WHAT THE TASK ASKS:
Go through the entries and copy every line that has the string "hidden" in it.

Records from a data source:

========================================================================

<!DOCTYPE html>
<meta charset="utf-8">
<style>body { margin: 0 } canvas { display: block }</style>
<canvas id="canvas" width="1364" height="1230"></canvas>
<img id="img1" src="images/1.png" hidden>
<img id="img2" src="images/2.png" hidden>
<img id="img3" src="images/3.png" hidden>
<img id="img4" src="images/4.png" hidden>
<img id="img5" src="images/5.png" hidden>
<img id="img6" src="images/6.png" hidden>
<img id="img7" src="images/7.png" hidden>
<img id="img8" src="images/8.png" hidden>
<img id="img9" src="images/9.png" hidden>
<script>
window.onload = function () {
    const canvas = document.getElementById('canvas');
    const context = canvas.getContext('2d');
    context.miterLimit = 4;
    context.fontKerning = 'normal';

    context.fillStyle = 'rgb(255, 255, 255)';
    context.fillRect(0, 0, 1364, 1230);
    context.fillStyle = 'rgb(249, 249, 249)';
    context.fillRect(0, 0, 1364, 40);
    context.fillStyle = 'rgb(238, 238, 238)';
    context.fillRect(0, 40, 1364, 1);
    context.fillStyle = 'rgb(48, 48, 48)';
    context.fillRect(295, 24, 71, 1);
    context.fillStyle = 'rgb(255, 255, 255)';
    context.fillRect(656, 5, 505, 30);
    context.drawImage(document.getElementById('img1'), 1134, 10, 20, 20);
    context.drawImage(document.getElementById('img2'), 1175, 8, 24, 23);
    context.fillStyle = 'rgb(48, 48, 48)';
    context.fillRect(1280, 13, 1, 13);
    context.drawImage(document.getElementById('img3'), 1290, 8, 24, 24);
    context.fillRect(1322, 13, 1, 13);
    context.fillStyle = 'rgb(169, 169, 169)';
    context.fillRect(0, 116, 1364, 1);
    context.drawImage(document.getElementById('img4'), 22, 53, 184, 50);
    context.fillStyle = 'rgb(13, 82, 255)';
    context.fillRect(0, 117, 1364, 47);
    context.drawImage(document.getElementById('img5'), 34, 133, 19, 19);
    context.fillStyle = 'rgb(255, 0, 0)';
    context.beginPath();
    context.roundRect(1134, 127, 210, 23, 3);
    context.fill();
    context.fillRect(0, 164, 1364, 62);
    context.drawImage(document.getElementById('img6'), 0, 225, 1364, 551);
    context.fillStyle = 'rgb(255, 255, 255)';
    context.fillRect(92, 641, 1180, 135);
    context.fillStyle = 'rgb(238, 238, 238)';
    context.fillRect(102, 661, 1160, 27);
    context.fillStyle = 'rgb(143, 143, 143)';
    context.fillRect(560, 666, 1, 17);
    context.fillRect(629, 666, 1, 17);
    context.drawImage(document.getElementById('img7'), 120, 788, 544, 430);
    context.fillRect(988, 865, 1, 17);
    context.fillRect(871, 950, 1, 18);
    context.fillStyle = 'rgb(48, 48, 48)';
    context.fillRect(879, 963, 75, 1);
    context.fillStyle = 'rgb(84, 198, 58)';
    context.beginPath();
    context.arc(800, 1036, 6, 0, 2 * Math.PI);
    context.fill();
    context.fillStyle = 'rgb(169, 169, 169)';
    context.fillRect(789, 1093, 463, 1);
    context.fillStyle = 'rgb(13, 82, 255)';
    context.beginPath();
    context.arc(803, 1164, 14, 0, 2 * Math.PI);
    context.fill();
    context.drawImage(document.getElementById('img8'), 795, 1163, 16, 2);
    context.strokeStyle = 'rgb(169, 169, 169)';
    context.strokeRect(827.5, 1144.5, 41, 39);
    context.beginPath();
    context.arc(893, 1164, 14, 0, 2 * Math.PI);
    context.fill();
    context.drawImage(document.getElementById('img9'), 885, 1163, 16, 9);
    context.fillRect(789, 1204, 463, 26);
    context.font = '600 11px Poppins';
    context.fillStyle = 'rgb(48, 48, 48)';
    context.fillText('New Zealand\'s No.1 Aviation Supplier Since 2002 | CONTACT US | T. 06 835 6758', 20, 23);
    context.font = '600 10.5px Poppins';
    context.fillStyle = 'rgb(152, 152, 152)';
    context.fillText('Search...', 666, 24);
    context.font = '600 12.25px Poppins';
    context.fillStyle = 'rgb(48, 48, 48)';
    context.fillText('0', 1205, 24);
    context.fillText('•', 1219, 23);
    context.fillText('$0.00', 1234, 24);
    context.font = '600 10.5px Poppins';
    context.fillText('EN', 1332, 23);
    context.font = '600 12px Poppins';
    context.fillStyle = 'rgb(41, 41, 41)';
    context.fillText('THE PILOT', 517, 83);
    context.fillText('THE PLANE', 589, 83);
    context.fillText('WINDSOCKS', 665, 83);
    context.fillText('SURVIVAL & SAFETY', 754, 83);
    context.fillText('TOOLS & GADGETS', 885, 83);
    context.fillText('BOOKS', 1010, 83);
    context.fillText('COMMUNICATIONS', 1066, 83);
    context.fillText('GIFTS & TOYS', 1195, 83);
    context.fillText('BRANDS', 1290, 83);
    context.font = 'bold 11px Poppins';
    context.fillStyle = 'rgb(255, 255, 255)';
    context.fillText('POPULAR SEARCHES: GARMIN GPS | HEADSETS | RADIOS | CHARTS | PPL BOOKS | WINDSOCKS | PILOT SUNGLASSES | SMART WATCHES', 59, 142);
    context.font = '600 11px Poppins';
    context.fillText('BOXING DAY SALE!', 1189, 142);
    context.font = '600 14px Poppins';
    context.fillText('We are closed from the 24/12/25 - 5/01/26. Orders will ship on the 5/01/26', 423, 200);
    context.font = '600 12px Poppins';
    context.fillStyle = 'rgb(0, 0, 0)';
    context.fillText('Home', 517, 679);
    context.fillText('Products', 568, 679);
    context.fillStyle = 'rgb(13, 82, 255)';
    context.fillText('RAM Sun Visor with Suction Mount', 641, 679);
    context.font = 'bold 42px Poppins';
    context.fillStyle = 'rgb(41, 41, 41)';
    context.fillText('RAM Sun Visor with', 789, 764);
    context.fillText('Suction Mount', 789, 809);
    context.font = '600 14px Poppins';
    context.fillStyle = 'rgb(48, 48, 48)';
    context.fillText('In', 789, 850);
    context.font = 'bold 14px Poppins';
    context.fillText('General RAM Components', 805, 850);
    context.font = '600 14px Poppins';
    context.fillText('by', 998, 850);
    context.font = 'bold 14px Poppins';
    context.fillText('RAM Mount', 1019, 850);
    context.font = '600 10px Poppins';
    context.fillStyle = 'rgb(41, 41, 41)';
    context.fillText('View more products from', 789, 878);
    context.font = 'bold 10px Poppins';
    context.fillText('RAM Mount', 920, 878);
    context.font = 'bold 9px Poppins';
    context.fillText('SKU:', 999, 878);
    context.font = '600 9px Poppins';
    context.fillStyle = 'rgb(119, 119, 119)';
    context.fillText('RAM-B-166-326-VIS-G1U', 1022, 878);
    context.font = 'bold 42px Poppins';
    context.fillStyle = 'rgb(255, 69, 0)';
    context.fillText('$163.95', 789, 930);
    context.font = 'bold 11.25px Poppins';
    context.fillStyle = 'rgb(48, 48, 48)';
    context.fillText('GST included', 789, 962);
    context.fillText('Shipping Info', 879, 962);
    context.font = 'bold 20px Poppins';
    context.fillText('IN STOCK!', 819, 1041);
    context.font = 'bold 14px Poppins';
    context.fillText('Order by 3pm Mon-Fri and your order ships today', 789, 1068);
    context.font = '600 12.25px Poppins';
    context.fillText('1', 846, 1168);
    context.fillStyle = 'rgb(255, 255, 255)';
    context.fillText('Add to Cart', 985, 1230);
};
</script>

========================================================================

EXERCISE OUTPUT:
<img id="img1" src="images/1.png" hidden>
<img id="img2" src="images/2.png" hidden>
<img id="img3" src="images/3.png" hidden>
<img id="img4" src="images/4.png" hidden>
<img id="img5" src="images/5.png" hidden>
<img id="img6" src="images/6.png" hidden>
<img id="img7" src="images/7.png" hidden>
<img id="img8" src="images/8.png" hidden>
<img id="img9" src="images/9.png" hidden>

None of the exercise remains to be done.